Question 9.1.3: The frame in Figure 1 is subjected to the force and moment s...
FINDING LOADS AT FRAME SUPPORTS
The frame in Figure 1 is subjected to the force and moment shown. Assuming the weights of the frame members are negligible, find the loads acting on the frame at the supports at A and C. Also express these loads in terms of shear forces acting on pins A and C.
Goal Find the loads acting on the frame at the supports A and C.
Given Dimensions and support conditions for the frame as well as magnitudes and locations of loads.
Assume The system is planar because the 100-lb force acts in the plane of the frame and the moment acts about an axis perpendicular to the frame.
Draw We draw free-body diagrams for the two members, making sure that forces at B on member AB are equal and opposite to the forces at B on member BC (Figure 2 and Figure 3).1
Formulate Equations and Solve by taking the frame apart and analyzing each member we have six equations with which to find six unknowns (some of which are the loads at A and C).
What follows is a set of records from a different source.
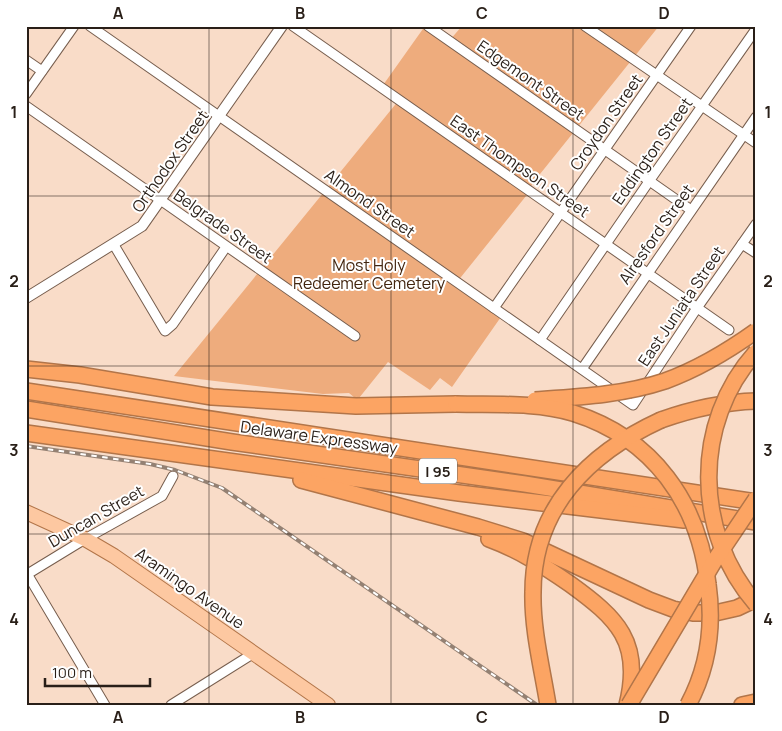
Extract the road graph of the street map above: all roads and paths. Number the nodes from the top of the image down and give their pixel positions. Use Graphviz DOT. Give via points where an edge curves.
graph roads {
  1 [pos="74,26"];
  2 [pos="90,26"];
  3 [pos="282,26"];
  4 [pos="293,26"];
  5 [pos="428,26"];
  6 [pos="585,26"];
  7 [pos="691,26"];
  8 [pos="756,29"];
  9 [pos="26,60"];
  10 [pos="42,71"];
  11 [pos="657,75"];
  12 [pos="26,94"];
  13 [pos="26,106"];
  14 [pos="702,106"];
  15 [pos="220,116"];
  16 [pos="756,117"];
  17 [pos="744,135"];
  18 [pos="756,143"];
  19 [pos="605,149"];
  20 [pos="650,180"];
  21 [pos="161,201"];
  22 [pos="691,210"];
  23 [pos="560,212"];
  24 [pos="756,224"];
  25 [pos="606,244"];
  26 [pos="742,244"];
  27 [pos="114,245"];
  28 [pos="226,247"];
  29 [pos="756,254"];
  30 [pos="647,273"];
  31 [pos="26,298"];
  32 [pos="494,308"];
  33 [pos="697,308"];
  34 [pos="729,330"];
  35 [pos="756,331"];
  36 [pos="354,336"];
  37 [pos="540,340"];
  38 [pos="756,352"];
  39 [pos="26,369"];
  40 [pos="582,369"];
  41 [pos="26,391"];
  42 [pos="756,401"];
  43 [pos="456,404"];
  44 [pos="633,405"];
  45 [pos="26,409"];
  46 [pos="26,433"];
  47 [pos="187,455"];
  48 [pos="173,476"];
  49 [pos="756,500"];
  50 [pos="407,509"];
  51 [pos="26,512"];
  52 [pos="756,522"];
  53 [pos="756,528"];
  54 [pos="85,538"];
  55 [pos="27,574"];
  56 [pos="756,600"];
  57 [pos="756,604"];
  58 [pos="254,653"];
  59 [pos="756,702"];
  60 [pos="105,705"];
  61 [pos="170,705"];
  62 [pos="328,705"];
  63 [pos="548,705"];
  64 [pos="628,705"];
  65 [pos="688,705"];
  66 [pos="742,705"];
  1 -- 10 [label="street"];
  2 -- 15 [label="street, Almond Street"];
  3 -- 15 [label="street, Orthodox Street"];
  4 -- 23 [label="street, East Thompson Street"];
  5 -- 19 [label="street, Edgemont Street"];
  6 -- 11 [label="street"];
  7 -- 11 [label="street, Croydon Street"];
  8 -- 14 [label="street, Eddington Street"];
  9 -- 10 [label="street"];
  10 -- 12 [label="street"];
  11 -- 14 [label="street"];
  11 -- 19 [label="street, Croydon Street"];
  13 -- 21 [label="street, Belgrade Street"];
  14 -- 17 [label="street"];
  14 -- 20 [label="street, Eddington Street"];
  15 -- 21 [label="street, Orthodox Street"];
  15 -- 32 [label="street, Almond Street"];
  16 -- 17 [label="street, Alresford Street"];
  17 -- 18 [label="street"];
  17 -- 22 [label="street, Alresford Street"];
  19 -- 20 [label="street, Edgemont Street"];
  19 -- 23 [label="street, Croydon Street"];
  20 -- 22 [label="street, Edgemont Street"];
  20 -- 25 [label="street, Eddington Street"];
  21 -- 27 [label="street, Orthodox Street" via="142,226"];
  21 -- 28 [label="street, Belgrade Street"];
  22 -- 30 [label="street, Alresford Street"];
  23 -- 25 [label="street, East Thompson Street"];
  23 -- 32 [label="street, Croydon Street"];
  24 -- 26 [label="street, East Juniata Street"];
  25 -- 30 [label="street, East Thompson Street"];
  25 -- 37 [label="street, Eddington Street"];
  26 -- 29 [label="street"];
  26 -- 33 [label="street, East Juniata Street"];
  27 -- 28 [label="street" via="165,332"];
  27 -- 31 [label="street, Orthodox Street"];
  28 -- 36 [label="street, Belgrade Street"];
  30 -- 33 [label="street, East Thompson Street"];
  30 -- 40 [label="street, Alresford Street"];
  32 -- 37 [label="street, Almond Street"];
  33 -- 34 [label="street, East Thompson Street"];
  33 -- 44 [label="street, East Juniata Street"];
  35 -- 43 [label="highway, bridge" via="702,364 645,387 601,395"];
  37 -- 40 [label="street, Almond Street"];
  38 -- 57 [label="highway, bridge" via="737,378 720,413 708,471 710,502 720,546 733,573"];
  39 -- 43 [label="highway" via="212,397 356,406"];
  40 -- 44 [label="street, Almond Street"];
  41 -- 49 [label="highway, Delaware Expressway / I 95"];
  42 -- 63 [label="highway, bridge" via="712,405 661,420 620,442 595,462 561,498 546,523 537,550 533,594"];
  43 -- 65 [label="highway, bridge" via="541,407 574,414 606,426 638,447 664,472 693,519 704,556 710,600 706,661"];
  45 -- 52 [label="highway, Delaware Expressway / I 95"];
  46 -- 47 [label="highway"];
  47 -- 50 [label="highway" via="313,482"];
  47 -- 53 [label="highway" via="469,494"];
  48 -- 54 [label="street, Duncan Street" via="162,496"];
  49 -- 64 [label="highway, bridge" via="715,560"];
  50 -- 56 [label="highway, bridge" via="523,541 661,605 683,612 704,614 737,608"];
  50 -- 64 [label="highway" via="525,555 551,570 611,617 630,657"];
  51 -- 54 [label="main road, Aramingo Avenue"];
  54 -- 55 [label="street, Duncan Street"];
  54 -- 58 [label="main road, Aramingo Avenue"];
  55 -- 60 [label="street"];
  58 -- 61 [label="street"];
  58 -- 62 [label="main road, Aramingo Avenue"];
  59 -- 66 [label="highway"];
}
¹In Figure 3 the two forces F_{Bx} and F_{By} are drawn in the opposite direction from Figure 2. These are the halves of the internal force pairs at B.
For member AB (Figure 2):
\sum{M_{z @ B} }\left(\curvearrowleft + \right) =- F_{Ay}(6 ft) + (100 lb)(3 ft)= 0
F_{Ay}=100 lb\left\lgroup\frac{3 ft}{6 ft} \right\rgroup \Rightarrow F_{Ay}=50.0 lb (1)
\sum{F_{x} \left(\rightarrow + \right) } =F_{Ax}- F_{Bx}= 0\Rightarrow F_{Ax}=F_{Bx} (2)
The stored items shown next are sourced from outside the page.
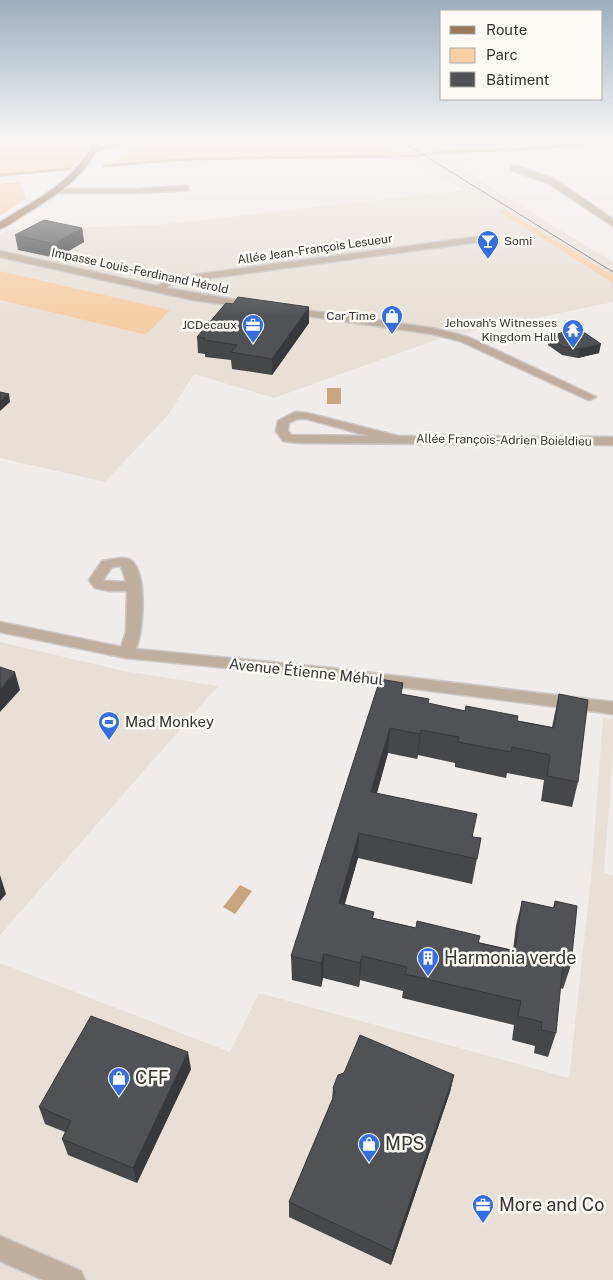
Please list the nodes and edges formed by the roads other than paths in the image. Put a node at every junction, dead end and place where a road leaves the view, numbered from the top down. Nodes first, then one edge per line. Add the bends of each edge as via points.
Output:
1 (42, 198) edge
2 (576, 198) edge
3 (613, 223) edge
4 (0, 226) edge
5 (476, 240) dead end
6 (0, 254) edge
7 (159, 289) junction
8 (260, 306) edge
9 (279, 309) edge
10 (590, 397) dead end
11 (395, 439) junction
12 (613, 441) edge
13 (134, 586) dead end
14 (0, 627) edge
15 (126, 653) junction
16 (613, 708) edge
17 (0, 1248) edge
18 (72, 1280) edge

1 - 4 main road
2 - 3 street
5 - 7 street, Allée Jean-François Lesueur via 170,281
6 - 7 street, Impasse Louis-Ferdinand Hérold
7 - 8 street, Impasse Louis-Ferdinand Hérold
9 - 10 street via 464,339
11 - 11 street, Allée François-Adrien Boieldieu via 296,415 284,421 282,431 287,438 293,439
11 - 12 street, Allée François-Adrien Boieldieu
13 - 15 street via 132,637
14 - 15 street, Avenue Étienne Méhul
15 - 16 street, Avenue Étienne Méhul via 330,673
17 - 18 street

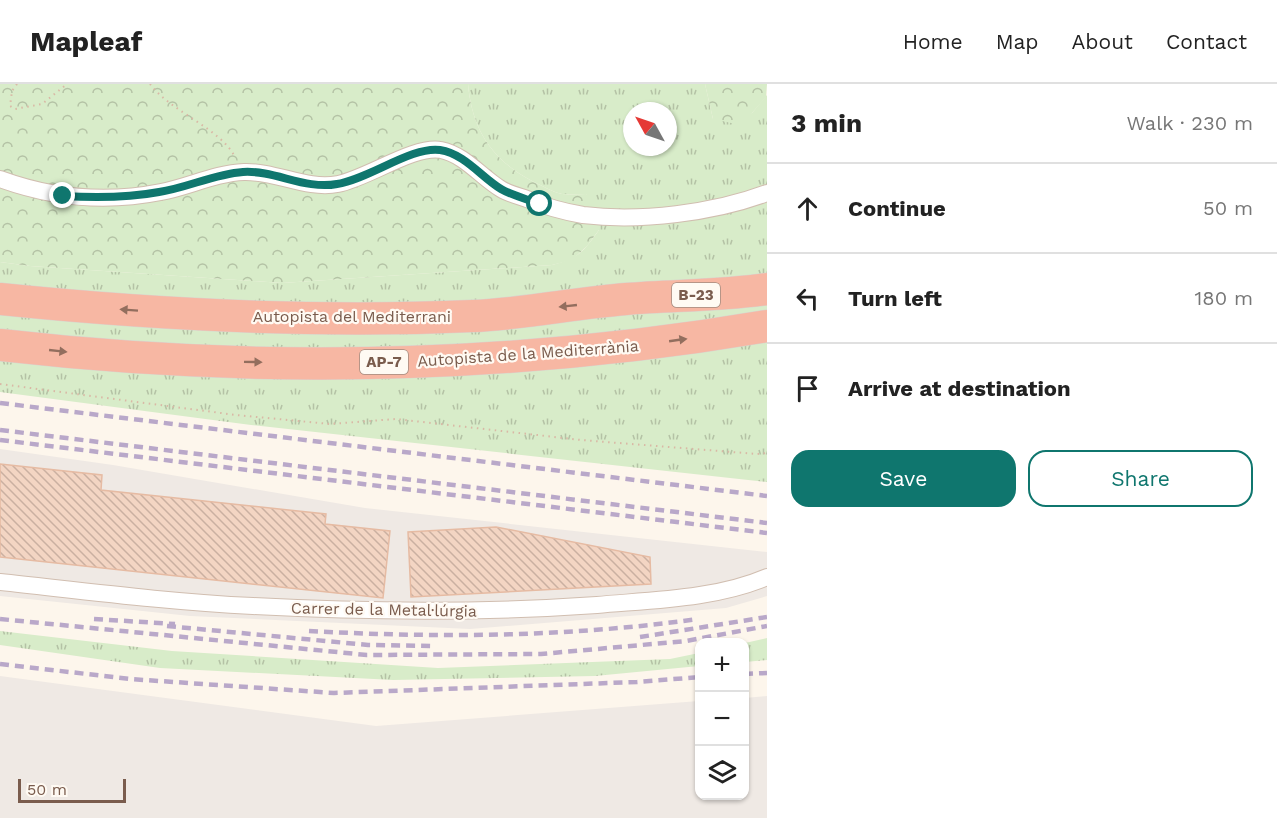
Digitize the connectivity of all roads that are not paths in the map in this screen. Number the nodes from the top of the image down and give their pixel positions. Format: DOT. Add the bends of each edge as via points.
graph roads {
  1 [pos="0,179"];
  2 [pos="767,193"];
  3 [pos="767,273"];
  4 [pos="767,289"];
  5 [pos="0,299"];
  6 [pos="626,299"];
  7 [pos="767,326"];
  8 [pos="0,345"];
  9 [pos="767,577"];
  10 [pos="0,582"];
  1 -- 2 [label="street" via="28,190 99,199 160,192 244,172 320,186 384,168 409,154 439,150 456,155 502,190 583,215 692,211"];
  3 -- 6 [label="highway"];
  4 -- 6 [label="highway, B-23"];
  6 -- 5 [label="highway, Autopista del Mediterrani, one-way" via="475,316 377,318 238,316"];
  8 -- 7 [label="highway, Autopista de la Mediterrània / AP-7, one-way" via="206,360 413,362 605,349"];
  9 -- 10 [label="street, Carrer de la Metal·lúrgia" via="663,600 531,610 399,612 251,606"];
}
\sum{F_{y}\left(\uparrow + \right) } =F_{Ay}- F_{By}- 100 lb = 0
Substituting for F_{Ay} from (1) gives
F_{By} =50.0 lb (3)
For member BC (Figure 3), with geometry indicated in Figure 4:
\sum{M_{z @ C} }\left(\curvearrowleft + \right) =150 lb.ft + F_{By}(2 ft)- F_{Bx} (3.46 ft)=0
We substitute for F_{By} from (3) to get
F_{Bx}(3.46 ft) = 150 lb.ft + (50.0 lb)(2 ft)\Rightarrow F_{Bx}=72.2 lb (4)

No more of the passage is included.